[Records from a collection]
============

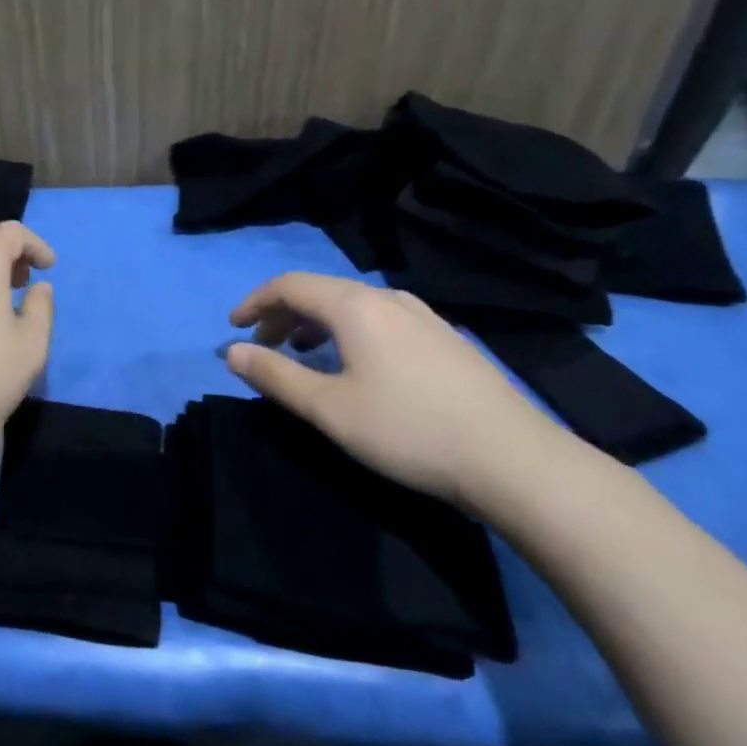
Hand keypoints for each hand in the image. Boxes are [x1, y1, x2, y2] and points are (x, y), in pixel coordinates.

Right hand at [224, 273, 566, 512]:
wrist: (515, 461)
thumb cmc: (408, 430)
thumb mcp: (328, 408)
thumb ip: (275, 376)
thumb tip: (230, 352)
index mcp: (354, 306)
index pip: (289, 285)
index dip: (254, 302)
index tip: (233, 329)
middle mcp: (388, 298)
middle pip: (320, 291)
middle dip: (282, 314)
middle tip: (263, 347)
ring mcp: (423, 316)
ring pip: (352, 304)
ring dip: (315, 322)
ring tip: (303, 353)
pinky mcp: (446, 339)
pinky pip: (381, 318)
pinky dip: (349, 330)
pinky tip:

============

__Prompt__
Repeat every line above exactly, minus the pictures.

__Answer area__
Hand keypoints for each hand in the image. Boxes are [x1, y1, x2, y2] and points are (x, y), in pixel coordinates.

Right hand at [224, 273, 566, 512]:
wrist: (515, 461)
thumb cmc: (408, 430)
thumb mcp: (328, 408)
thumb ip: (275, 376)
thumb tip: (230, 352)
index mcp: (354, 306)
index pip: (289, 285)
index dip: (254, 302)
index tip: (233, 329)
middle mcp: (388, 298)
middle pip: (320, 291)
middle dip: (282, 314)
middle tip: (263, 347)
ring mcp: (423, 316)
ring pip: (352, 304)
ring dip: (315, 322)
ring tip: (303, 353)
pinky mcp: (446, 339)
pinky pip: (381, 318)
pinky dip: (349, 330)
pinky tip:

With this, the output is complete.